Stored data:
▼▼▼

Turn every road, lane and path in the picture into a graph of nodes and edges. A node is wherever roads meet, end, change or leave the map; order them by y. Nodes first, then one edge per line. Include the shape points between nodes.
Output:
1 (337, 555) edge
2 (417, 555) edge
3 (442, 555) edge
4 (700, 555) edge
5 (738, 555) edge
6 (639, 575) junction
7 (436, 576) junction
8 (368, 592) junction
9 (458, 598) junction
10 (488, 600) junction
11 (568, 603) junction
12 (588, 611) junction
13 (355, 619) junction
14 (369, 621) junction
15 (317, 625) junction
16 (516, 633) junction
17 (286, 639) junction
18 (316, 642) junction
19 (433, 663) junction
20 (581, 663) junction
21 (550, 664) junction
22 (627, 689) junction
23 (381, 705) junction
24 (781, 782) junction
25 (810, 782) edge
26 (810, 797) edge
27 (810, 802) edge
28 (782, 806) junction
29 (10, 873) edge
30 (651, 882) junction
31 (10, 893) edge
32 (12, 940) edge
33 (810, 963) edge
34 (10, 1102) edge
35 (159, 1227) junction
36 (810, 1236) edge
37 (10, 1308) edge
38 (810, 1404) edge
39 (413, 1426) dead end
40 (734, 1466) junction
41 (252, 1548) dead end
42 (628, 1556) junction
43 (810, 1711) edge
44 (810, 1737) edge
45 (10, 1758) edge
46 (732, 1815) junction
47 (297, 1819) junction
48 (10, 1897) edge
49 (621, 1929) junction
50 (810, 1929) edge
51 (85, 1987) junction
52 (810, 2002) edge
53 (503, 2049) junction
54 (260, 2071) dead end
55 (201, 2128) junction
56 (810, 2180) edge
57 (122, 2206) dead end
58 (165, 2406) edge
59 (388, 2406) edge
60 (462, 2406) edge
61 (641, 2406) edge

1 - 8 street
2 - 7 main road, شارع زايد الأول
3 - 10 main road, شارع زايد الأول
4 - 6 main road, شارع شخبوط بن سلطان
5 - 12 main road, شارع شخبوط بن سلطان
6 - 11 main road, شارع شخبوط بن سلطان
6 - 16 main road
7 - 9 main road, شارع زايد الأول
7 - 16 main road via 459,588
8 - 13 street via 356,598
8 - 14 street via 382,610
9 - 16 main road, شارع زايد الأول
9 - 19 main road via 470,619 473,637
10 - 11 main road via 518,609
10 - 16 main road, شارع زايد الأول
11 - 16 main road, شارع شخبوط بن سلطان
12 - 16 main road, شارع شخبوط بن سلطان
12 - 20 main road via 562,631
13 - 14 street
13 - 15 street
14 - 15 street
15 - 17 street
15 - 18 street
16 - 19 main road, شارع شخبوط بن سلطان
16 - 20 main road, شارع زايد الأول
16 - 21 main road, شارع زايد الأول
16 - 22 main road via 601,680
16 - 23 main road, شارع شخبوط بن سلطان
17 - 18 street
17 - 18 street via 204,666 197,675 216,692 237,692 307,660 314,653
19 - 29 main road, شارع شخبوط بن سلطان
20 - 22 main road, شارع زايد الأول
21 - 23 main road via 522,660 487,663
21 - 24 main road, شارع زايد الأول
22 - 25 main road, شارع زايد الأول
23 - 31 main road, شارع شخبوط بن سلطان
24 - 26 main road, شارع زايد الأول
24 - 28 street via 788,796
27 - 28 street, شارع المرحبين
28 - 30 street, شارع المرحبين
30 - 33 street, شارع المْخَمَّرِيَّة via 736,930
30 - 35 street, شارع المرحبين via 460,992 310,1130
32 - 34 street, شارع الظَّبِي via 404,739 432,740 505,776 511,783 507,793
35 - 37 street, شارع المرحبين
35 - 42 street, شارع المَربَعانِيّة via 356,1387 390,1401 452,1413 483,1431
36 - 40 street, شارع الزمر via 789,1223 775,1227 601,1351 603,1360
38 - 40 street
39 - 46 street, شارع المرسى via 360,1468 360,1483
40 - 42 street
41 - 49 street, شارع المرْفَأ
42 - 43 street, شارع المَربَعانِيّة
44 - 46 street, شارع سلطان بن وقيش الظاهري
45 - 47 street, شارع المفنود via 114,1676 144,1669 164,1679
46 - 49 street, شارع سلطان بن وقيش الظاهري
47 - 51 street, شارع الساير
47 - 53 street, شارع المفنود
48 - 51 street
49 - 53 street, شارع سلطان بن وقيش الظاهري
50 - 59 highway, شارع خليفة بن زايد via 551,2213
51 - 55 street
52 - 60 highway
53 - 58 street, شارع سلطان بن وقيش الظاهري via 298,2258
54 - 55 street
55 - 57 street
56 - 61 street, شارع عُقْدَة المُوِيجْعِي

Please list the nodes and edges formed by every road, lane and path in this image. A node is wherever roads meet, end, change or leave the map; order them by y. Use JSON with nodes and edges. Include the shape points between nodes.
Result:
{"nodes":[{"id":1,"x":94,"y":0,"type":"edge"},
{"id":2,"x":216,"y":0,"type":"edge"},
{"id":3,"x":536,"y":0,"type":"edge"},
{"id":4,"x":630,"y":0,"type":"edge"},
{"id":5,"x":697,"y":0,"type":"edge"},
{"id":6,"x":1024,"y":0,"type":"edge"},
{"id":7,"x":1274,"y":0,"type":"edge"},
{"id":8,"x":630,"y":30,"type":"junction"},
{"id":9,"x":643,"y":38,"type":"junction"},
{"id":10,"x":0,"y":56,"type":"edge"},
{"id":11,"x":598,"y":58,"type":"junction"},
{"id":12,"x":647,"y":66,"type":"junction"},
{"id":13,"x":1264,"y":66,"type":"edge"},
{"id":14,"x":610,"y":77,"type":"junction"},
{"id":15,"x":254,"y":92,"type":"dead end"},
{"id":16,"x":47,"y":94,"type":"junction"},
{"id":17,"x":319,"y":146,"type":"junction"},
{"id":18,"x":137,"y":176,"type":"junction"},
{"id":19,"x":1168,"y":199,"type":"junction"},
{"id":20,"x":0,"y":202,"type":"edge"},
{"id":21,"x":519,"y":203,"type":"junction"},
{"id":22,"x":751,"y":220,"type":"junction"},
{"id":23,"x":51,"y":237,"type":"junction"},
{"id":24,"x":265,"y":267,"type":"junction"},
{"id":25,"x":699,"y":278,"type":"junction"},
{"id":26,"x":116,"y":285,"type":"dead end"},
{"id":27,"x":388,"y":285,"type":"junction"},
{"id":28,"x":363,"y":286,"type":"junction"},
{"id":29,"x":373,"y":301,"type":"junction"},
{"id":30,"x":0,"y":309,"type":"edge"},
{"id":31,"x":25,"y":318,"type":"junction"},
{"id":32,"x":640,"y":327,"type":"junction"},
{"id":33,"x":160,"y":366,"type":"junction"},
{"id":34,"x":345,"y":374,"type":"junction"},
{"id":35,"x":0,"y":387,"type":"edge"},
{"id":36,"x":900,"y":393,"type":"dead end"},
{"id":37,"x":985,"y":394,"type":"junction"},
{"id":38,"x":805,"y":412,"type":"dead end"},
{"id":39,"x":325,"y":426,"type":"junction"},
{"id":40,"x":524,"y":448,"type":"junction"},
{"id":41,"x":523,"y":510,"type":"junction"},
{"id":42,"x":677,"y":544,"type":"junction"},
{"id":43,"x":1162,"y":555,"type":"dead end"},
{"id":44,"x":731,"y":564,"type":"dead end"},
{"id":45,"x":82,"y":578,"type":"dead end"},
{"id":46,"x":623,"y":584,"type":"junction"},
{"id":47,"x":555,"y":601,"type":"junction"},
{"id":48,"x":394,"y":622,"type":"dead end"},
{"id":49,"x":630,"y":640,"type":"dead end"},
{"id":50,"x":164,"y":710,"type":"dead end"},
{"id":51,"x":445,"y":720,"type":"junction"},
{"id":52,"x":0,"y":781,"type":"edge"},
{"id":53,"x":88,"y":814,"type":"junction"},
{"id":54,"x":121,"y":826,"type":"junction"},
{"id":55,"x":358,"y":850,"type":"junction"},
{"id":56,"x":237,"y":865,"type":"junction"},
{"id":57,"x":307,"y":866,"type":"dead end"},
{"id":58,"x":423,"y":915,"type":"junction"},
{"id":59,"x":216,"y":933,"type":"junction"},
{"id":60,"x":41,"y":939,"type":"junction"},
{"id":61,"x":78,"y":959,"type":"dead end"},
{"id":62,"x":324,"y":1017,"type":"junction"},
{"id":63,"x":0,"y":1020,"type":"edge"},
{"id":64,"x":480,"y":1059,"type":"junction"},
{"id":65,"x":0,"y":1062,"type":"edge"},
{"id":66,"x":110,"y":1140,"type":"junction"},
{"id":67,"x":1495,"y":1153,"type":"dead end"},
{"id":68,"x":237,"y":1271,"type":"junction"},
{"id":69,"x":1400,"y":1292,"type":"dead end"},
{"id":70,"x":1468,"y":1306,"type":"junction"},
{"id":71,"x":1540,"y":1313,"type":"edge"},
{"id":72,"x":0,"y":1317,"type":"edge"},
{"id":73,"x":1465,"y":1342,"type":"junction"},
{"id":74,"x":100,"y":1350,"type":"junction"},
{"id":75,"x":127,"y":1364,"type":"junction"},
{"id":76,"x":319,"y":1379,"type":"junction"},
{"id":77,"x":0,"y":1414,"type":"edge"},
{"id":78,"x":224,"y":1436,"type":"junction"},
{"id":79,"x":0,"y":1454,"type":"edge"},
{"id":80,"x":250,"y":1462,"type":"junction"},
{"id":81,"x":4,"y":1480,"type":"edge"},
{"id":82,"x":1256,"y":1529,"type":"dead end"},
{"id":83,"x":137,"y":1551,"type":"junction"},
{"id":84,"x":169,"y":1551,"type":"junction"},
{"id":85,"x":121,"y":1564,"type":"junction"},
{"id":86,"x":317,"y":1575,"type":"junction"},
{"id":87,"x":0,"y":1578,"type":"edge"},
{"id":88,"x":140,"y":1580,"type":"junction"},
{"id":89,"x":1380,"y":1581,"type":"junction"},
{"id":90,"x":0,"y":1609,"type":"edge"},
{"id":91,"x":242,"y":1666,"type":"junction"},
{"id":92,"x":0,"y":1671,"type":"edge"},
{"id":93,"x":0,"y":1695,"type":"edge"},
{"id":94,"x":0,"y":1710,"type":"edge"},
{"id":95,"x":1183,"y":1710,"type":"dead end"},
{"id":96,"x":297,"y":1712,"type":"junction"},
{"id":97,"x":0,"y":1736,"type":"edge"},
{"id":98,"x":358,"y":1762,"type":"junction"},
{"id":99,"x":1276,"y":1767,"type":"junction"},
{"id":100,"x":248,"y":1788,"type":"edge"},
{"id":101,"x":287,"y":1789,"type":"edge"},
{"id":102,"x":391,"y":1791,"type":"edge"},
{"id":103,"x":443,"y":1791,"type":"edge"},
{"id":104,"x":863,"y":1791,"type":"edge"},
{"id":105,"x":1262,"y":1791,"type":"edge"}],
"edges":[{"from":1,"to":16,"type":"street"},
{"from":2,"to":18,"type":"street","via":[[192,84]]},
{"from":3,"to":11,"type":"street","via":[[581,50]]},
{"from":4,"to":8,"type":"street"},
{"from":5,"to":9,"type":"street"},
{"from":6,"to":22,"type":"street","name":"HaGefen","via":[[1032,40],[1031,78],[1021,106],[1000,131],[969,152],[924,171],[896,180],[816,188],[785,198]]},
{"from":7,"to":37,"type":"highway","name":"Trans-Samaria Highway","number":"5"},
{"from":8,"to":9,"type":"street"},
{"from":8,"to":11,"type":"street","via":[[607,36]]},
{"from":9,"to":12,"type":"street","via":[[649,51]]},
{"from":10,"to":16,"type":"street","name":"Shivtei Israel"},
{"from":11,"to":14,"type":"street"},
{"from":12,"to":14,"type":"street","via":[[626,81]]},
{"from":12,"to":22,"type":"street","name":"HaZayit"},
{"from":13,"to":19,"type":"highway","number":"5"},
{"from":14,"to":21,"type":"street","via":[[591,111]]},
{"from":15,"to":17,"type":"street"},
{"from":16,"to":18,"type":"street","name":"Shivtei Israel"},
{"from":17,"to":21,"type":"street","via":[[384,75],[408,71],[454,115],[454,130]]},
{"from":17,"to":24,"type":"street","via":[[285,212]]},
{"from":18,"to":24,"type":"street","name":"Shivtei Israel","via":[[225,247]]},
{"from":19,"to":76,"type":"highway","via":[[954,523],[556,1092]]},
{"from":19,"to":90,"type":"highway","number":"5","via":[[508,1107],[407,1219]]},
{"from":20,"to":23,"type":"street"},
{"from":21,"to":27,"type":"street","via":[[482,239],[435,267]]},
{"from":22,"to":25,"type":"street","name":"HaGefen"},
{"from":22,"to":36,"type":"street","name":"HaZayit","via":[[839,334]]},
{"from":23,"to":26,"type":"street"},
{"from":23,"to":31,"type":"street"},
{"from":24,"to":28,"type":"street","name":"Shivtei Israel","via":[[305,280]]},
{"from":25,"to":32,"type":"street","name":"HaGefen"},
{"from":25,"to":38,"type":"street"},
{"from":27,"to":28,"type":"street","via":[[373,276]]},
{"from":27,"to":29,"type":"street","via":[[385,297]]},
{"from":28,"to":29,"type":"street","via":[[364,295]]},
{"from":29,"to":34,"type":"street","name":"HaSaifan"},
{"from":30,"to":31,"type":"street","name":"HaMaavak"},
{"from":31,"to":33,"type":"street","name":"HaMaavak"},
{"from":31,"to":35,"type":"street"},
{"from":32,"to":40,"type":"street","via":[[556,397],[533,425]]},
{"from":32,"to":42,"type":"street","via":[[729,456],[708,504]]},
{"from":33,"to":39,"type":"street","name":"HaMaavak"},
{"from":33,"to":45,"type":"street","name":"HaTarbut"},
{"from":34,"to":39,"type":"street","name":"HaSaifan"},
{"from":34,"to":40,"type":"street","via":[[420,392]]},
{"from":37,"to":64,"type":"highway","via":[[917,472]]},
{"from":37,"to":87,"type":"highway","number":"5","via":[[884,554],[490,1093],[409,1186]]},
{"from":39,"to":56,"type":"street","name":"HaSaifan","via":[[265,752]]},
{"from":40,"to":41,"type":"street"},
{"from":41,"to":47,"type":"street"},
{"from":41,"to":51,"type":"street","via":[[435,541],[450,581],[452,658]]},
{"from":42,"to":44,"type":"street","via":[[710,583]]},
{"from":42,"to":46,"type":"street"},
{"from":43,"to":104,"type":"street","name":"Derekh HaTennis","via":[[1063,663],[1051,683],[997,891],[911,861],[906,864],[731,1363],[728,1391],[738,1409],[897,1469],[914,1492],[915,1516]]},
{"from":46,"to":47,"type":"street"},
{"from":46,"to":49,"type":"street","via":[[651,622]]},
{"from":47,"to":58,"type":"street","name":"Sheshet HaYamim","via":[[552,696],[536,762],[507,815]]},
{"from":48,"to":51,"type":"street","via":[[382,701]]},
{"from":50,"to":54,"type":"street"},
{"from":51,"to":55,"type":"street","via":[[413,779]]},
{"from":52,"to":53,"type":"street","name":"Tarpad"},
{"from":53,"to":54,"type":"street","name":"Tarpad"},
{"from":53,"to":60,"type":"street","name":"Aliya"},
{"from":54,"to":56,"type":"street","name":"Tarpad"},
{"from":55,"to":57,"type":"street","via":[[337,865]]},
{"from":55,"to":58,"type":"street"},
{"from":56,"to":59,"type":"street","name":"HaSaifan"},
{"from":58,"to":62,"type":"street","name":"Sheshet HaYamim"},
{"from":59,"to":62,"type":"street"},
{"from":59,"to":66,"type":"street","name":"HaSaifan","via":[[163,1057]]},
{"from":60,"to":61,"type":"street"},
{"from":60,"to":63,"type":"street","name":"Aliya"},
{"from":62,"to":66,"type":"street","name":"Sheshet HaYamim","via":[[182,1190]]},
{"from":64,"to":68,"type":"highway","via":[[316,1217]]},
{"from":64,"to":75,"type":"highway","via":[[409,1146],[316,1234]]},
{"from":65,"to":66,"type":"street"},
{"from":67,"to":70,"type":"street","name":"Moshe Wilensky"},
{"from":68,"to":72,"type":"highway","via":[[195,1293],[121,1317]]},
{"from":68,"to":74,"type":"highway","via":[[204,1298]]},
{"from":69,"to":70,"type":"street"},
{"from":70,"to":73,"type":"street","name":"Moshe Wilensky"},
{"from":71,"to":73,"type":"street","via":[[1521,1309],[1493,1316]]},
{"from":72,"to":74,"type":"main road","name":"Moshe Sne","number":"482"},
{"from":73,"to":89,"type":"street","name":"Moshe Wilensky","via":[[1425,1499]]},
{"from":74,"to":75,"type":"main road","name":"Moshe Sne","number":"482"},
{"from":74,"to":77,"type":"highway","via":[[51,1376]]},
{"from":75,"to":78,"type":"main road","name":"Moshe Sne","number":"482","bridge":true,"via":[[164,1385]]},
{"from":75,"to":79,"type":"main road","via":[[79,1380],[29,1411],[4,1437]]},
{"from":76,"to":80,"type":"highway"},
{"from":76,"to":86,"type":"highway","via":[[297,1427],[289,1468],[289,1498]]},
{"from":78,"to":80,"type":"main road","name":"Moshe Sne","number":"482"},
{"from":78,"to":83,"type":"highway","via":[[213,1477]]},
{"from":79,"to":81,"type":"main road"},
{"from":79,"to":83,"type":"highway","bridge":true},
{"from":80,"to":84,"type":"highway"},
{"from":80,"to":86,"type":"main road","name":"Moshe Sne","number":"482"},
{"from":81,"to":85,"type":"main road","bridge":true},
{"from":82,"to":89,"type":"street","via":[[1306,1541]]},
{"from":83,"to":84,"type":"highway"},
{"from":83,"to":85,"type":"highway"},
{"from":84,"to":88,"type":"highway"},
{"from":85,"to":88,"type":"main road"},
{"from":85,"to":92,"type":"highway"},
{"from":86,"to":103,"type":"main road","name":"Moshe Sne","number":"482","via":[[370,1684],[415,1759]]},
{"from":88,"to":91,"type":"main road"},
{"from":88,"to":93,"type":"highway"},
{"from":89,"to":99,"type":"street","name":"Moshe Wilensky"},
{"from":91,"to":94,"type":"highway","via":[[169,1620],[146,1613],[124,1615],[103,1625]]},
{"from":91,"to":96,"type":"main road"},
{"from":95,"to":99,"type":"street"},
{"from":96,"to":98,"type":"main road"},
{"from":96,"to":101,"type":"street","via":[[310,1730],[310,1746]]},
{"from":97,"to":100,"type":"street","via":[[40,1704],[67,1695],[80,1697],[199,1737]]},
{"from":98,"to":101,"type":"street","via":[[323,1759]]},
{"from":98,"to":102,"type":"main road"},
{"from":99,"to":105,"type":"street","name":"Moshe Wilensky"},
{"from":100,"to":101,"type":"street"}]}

▲▲▲

When a line of the records has the word "Shivtei", pick it out and copy it.

{"from":10,"to":16,"type":"street","name":"Shivtei Israel"},
{"from":16,"to":18,"type":"street","name":"Shivtei Israel"},
{"from":18,"to":24,"type":"street","name":"Shivtei Israel","via":[[225,247]]},
{"from":24,"to":28,"type":"street","name":"Shivtei Israel","via":[[305,280]]},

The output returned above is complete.